Educational Alliance
Educational Alliance is a leading social institution that has been serving communities in New York City’s Lower Manhattan since 1889. It provides multi-generational programs and services in education, health and wellness, arts and culture, and civic engagement across 15 sites and a network of five community centers: the 14th Street Y, Center for Recovery and Wellness, Manny Cantor Center, Sirovich Center for Balanced Living, and Educational Alliance Community Schools.
Headquarters
197 East Broadway, New York, NY
Programs in education, health and wellness, arts and culture, and civic engagement
Rich Baum
History[edit]
In 1889, the Alliance was founded as a partnership between the Aguilar Free Library, the Young Men's Hebrew Association (now the 92nd Street Y), and the Hebrew Institute. The organization’s main purpose was to serve as a settlement house for Eastern European Jews immigrating to New York City.
Jewish philanthropists Isidor Straus, Samuel Greenbaum, Myer S. Isaacs, Jacob H. Schiff, Morris Loeb, and Edwin R. A. Seligman raised $125,000 to buy land and build the organization's five-story flagship building at 197 East Broadway.[1][2]

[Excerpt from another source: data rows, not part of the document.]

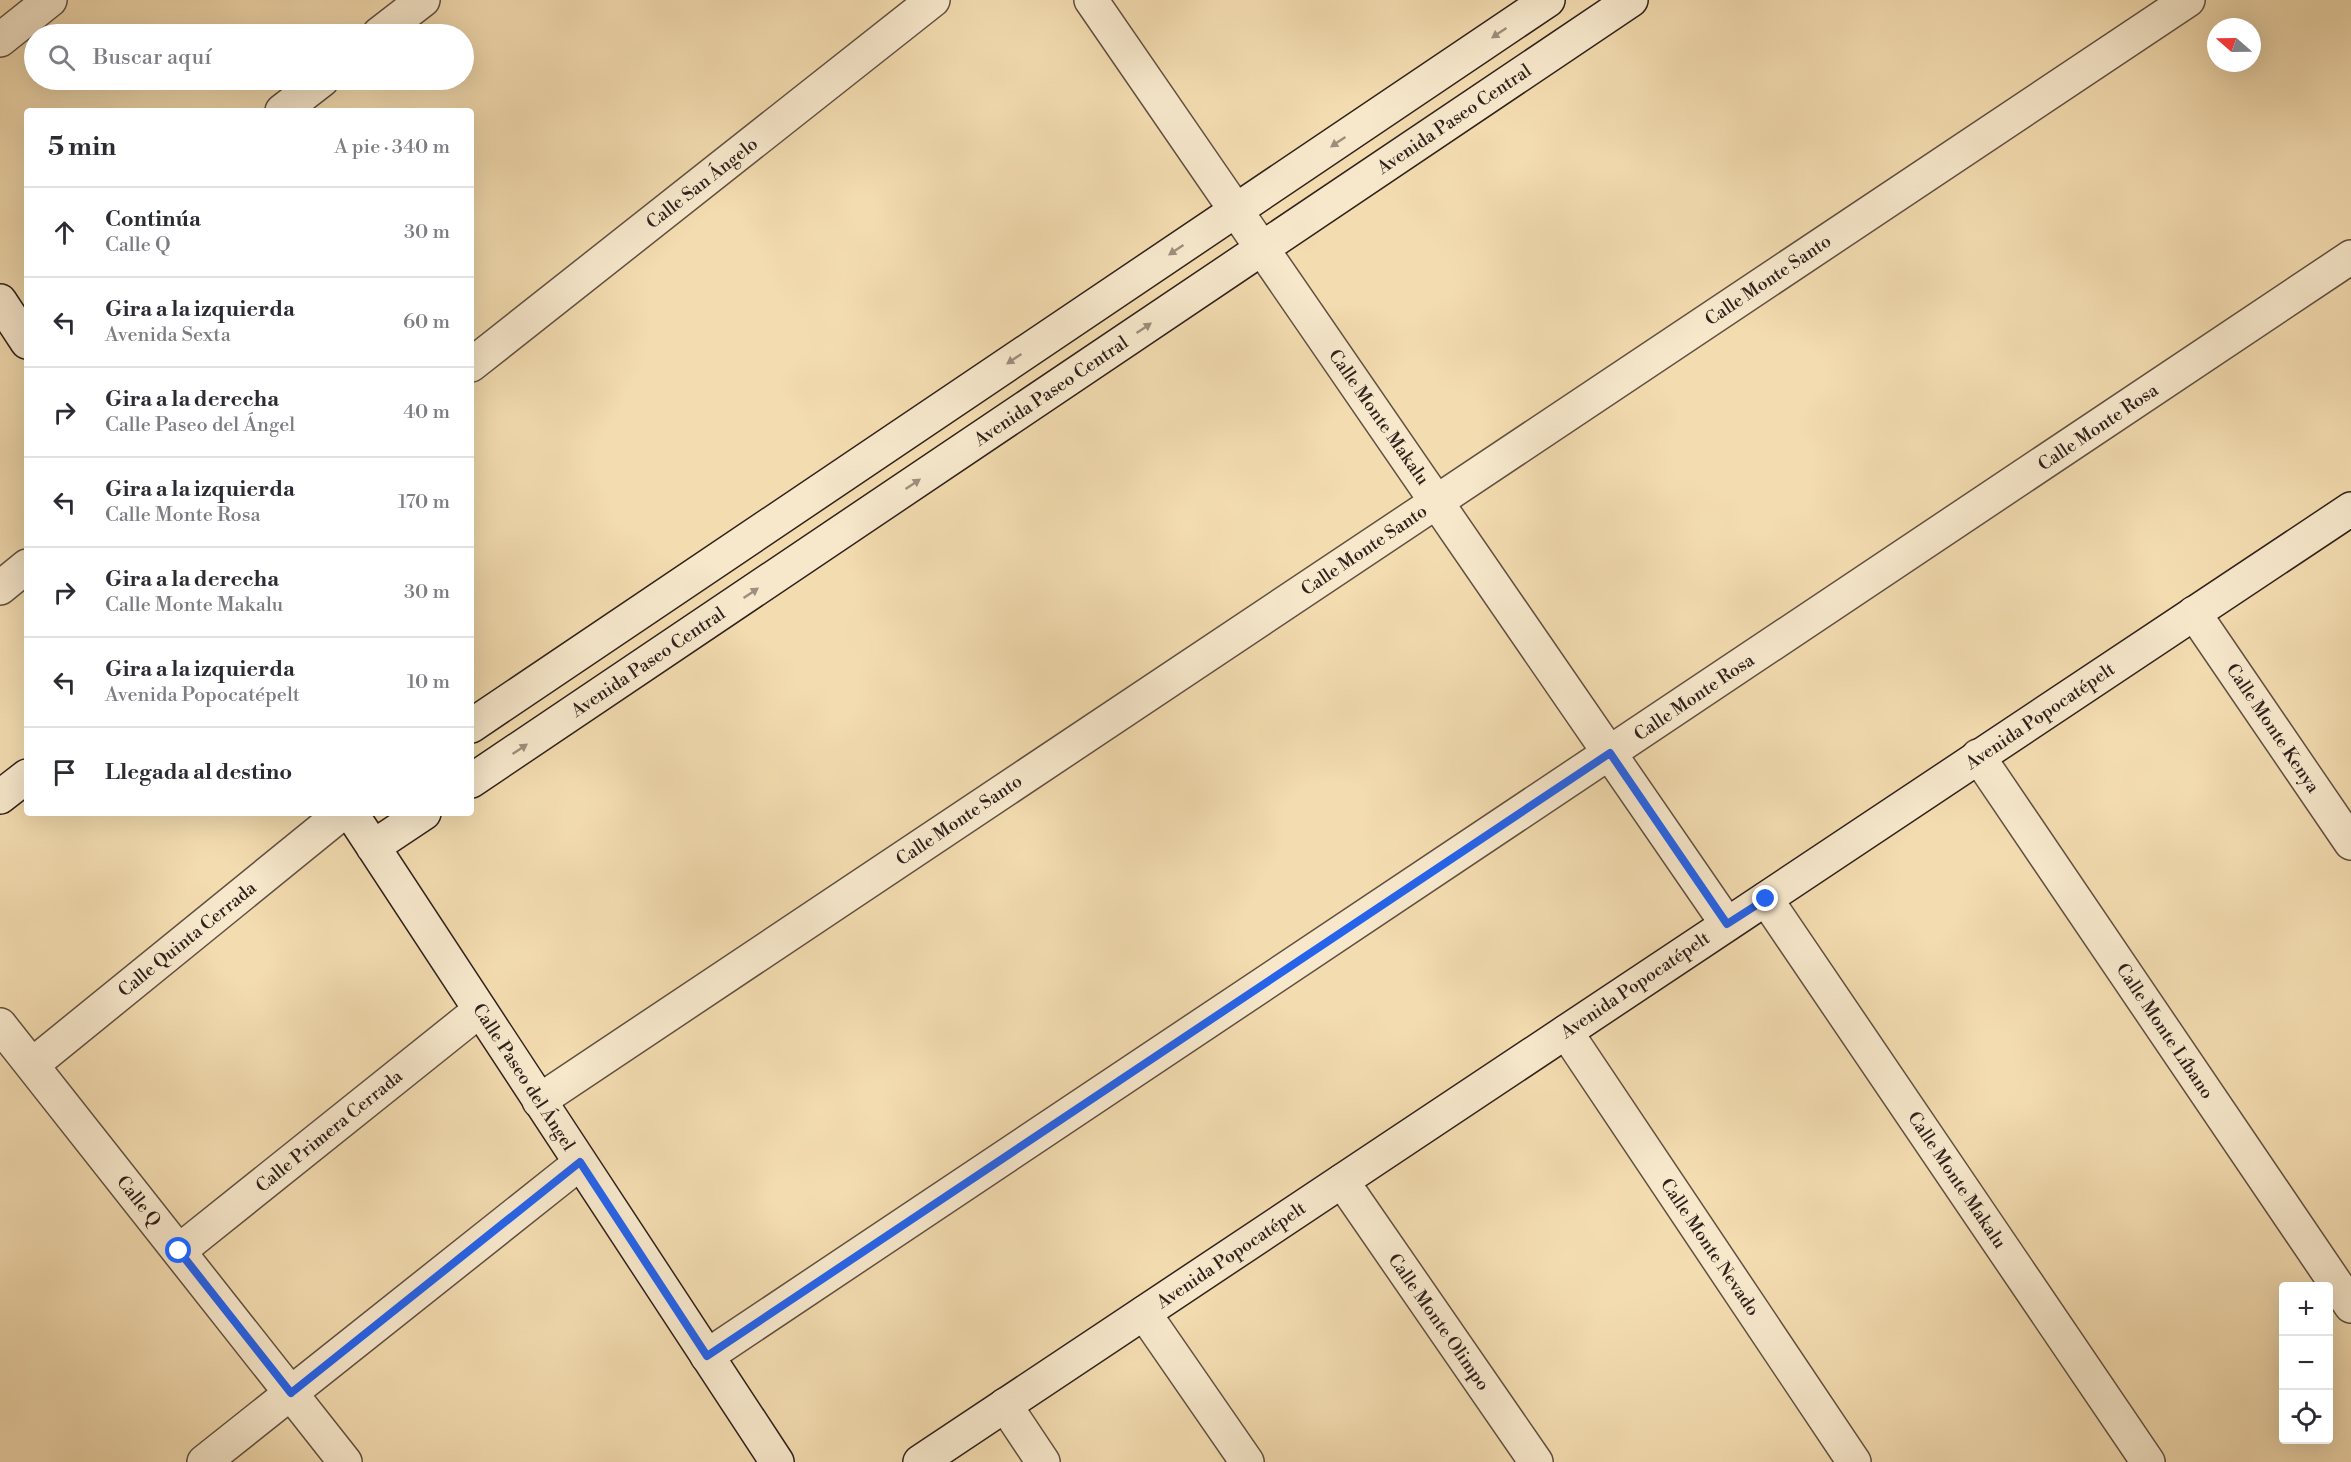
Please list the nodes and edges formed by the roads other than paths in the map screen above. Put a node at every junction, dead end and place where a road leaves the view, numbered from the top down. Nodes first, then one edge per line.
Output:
1 (50, 0) edge
2 (423, 0) edge
3 (933, 0) edge
4 (1091, 0) edge
5 (1548, 0) edge
6 (1631, 0) edge
7 (2188, 0) edge
8 (392, 24) edge
9 (0, 40) edge
10 (309, 90) edge
11 (286, 108) edge
12 (1236, 210) junction
13 (1263, 248) junction
14 (2351, 257) edge
15 (474, 363) edge
16 (1436, 501) junction
17 (2351, 509) edge
18 (24, 568) edge
19 (0, 588) edge
20 (2194, 613) junction
21 (474, 724) edge
22 (1610, 753) junction
23 (1978, 756) junction
24 (24, 778) edge
25 (474, 780) edge
26 (0, 797) edge
27 (338, 816) edge
28 (353, 816) edge
29 (420, 816) edge
30 (2351, 843) edge
31 (373, 847) junction
32 (1766, 899) junction
33 (1727, 924) junction
34 (480, 1010) junction
35 (0, 1025) edge
36 (1566, 1032) junction
37 (32, 1065) junction
38 (539, 1101) junction
39 (580, 1162) junction
40 (1342, 1181) junction
41 (179, 1251) junction
42 (2351, 1306) edge
43 (1144, 1313) junction
44 (707, 1356) junction
45 (291, 1393) junction
46 (1005, 1405) junction
47 (204, 1462) edge
48 (345, 1462) edge
49 (777, 1462) edge
50 (920, 1462) edge
51 (1043, 1462) edge
52 (1246, 1462) edge
53 (1536, 1462) edge
54 (1854, 1462) edge
55 (2148, 1462) edge

1 - 9 street
2 - 8 street
3 - 15 street, Calle San Ángelo
4 - 12 street, Calle Monte Makalu
5 -> 12 street
6 - 13 street, Avenida Paseo Central
7 - 16 street, Calle Monte Santo
10 - 11 street
12 - 13 street, Calle Monte Makalu
12 -> 21 street
13 - 16 street, Calle Monte Makalu
25 -> 13 street, Avenida Paseo Central
14 - 22 street, Calle Monte Rosa
16 - 22 street, Calle Monte Makalu
16 - 38 street, Calle Monte Santo
17 - 20 street, Avenida Popocatépelt
18 - 19 street
20 - 23 street, Avenida Popocatépelt
20 - 30 street, Calle Monte Kenya
22 - 33 street, Calle Monte Makalu
22 - 44 street, Calle Monte Rosa
23 - 32 street, Avenida Popocatépelt
23 - 42 street, Calle Monte Líbano
24 - 26 street
27 - 37 street, Calle Quinta Cerrada
28 - 31 street, Calle Paseo del Ángel
29 - 31 street
31 - 34 street, Calle Paseo del Ángel
32 - 33 street, Avenida Popocatépelt
32 - 55 street, Calle Monte Makalu
33 - 36 street, Avenida Popocatépelt
34 - 38 street, Calle Paseo del Ángel
34 - 41 street, Calle Primera Cerrada
35 - 37 street, Calle Q
36 - 40 street, Avenida Popocatépelt
36 - 54 street, Calle Monte Nevado
37 - 41 street, Calle Q
38 - 39 street, Calle Paseo del Ángel
39 - 44 street, Calle Paseo del Ángel
39 - 45 street
40 - 43 street, Avenida Popocatépelt
40 - 53 street, Calle Monte Olimpo
41 - 45 street, Calle Q
43 - 46 street, Avenida Popocatépelt
43 - 52 street
44 - 49 street, Calle Paseo del Ángel
45 - 47 street
45 - 48 street, Calle Q
46 - 50 street, Avenida Popocatépelt
46 - 51 street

Classes for children and adults were offered on subjects such as the English language, American history and civics, stenography, and cooking.
In 1903, the Children’s Educational Theater was founded. Mark Twain attended a performance and subsequently joined the Board of Advisors. Eddie Cantor made his stage debut at the theater in 1905.
The Art School, founded in 1905 and then re-organized by Abbo Ostrowsky in 1917, trained some of the most famous American visual artists of the mid-20th century including Chaim Gross, Elias Newman, Philip Evergood, Ben Shahn, Leonard Baskin, Concetta Scaravaglione, Moses Soyer and Isaac Soyer, Joseph Margulies, Jo Davidson, Dina Melicov, Leo Gottlieb, Peter Blume, and Abraham Walkowitz.[3]
The Alliance became one of the first organizations to offer Head Start for early childhood education in 1965. In 1996, the Alliance addressed the needs of the aging population of the neighborhood by helping establish one of the first naturally occurring retirement communities, for which it provides services.[4]